Selective incorporation of polyunsaturated fatty acids into phosphatidylcholine by rat liver microsomes

Abstract

The various polyunsaturated fatty acids found in cellular lipids are transferred from their coenzyme A thiol esters to phospholipid acceptors with greatly different maximal velocities. The very low apparent Km values for the thiol esters in acylating 1-acylglycerol-3-phosphocholine could not be directly measured, but their values could be estimated relative to that for arachidonate.
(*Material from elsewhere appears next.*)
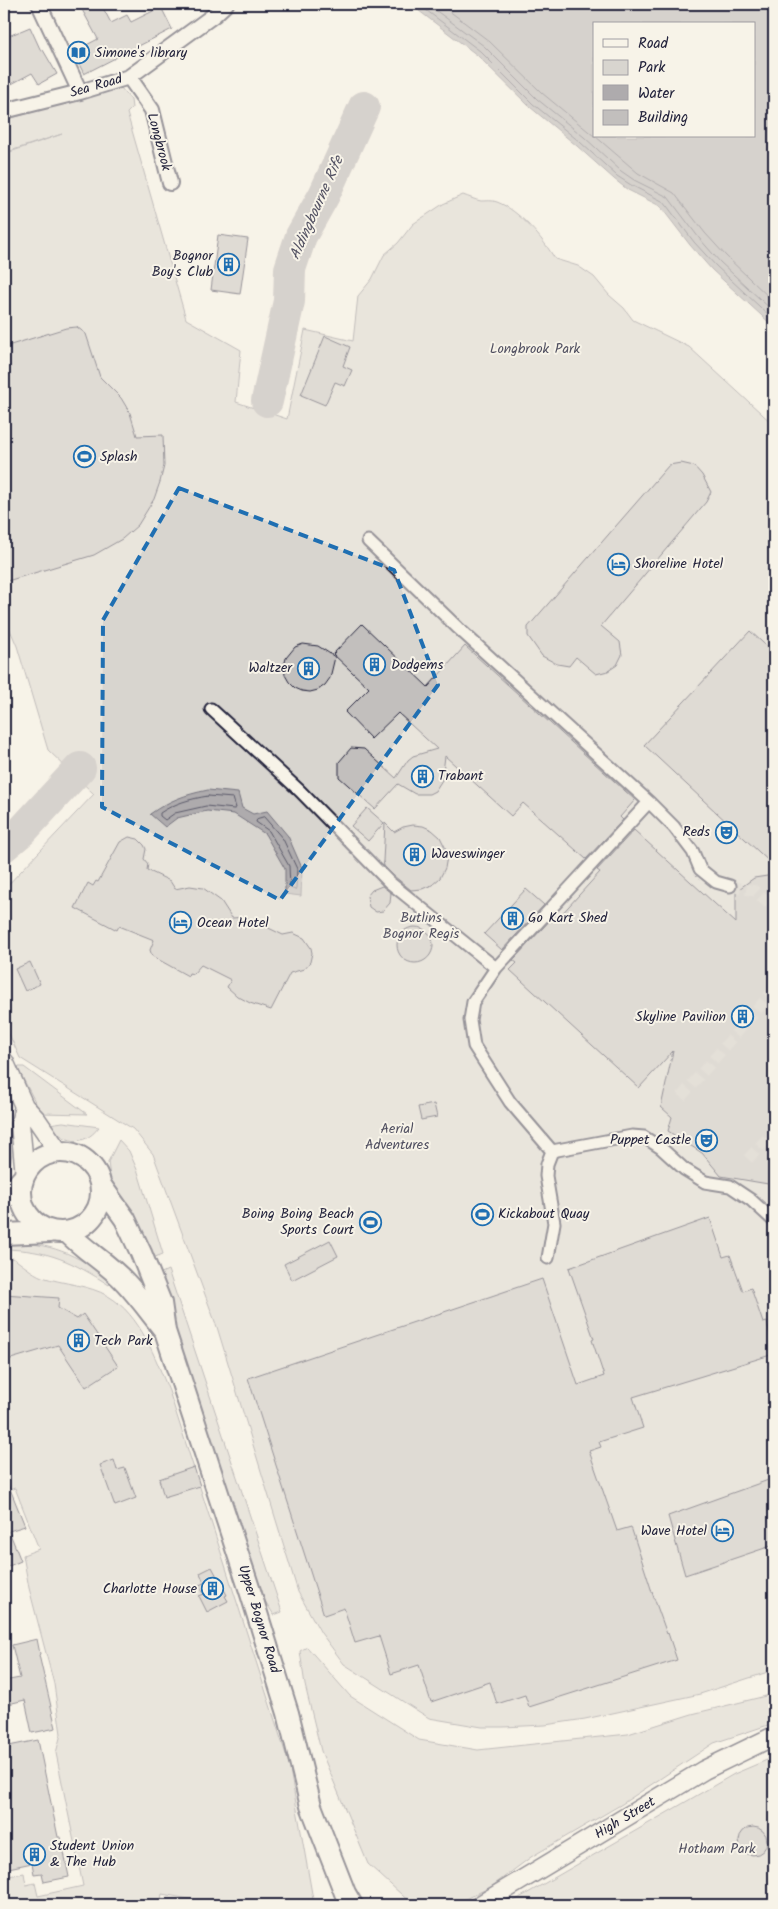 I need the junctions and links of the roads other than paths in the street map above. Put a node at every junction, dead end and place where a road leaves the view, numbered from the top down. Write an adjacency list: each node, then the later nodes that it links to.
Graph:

The competitive effectiveness of various polyunsaturated acyl-CoAs was estimated by measuring the equivalent concentrations which allow incorporations equal to arachidonyl-CoA. These values help predict the way in which various polyunsaturated acyl-CoAs may be selectively esterified to membrane lipids by the 1-acylglyceol 3-phosphocholine (1-acyl-GPC) acyltransferase system of liver microsomes. The acyl-CoA esters of saturated acids, as well as those for 22:1, 22:2, and 22:3, had negligible ability to compete for the active sites of the 1-acyl-GPC acyltransferase system. The acyl-CoA esters of arachidonate (20:4n-6), eicosatrienoate (20:3n-6), eicosapentaenoate (20:5n-3), and both isomers of linolenate (18:3n-6 and n-3) were handled preferentially by the 1-acyl-GPC acyltransferases. The system from liver has a high selectivity for unsaturated acids but does not appear to discriminate among the polyunsaturated acids of the n-6 and n-3 series that serve as precursors of prostaglandins and leukotrienes.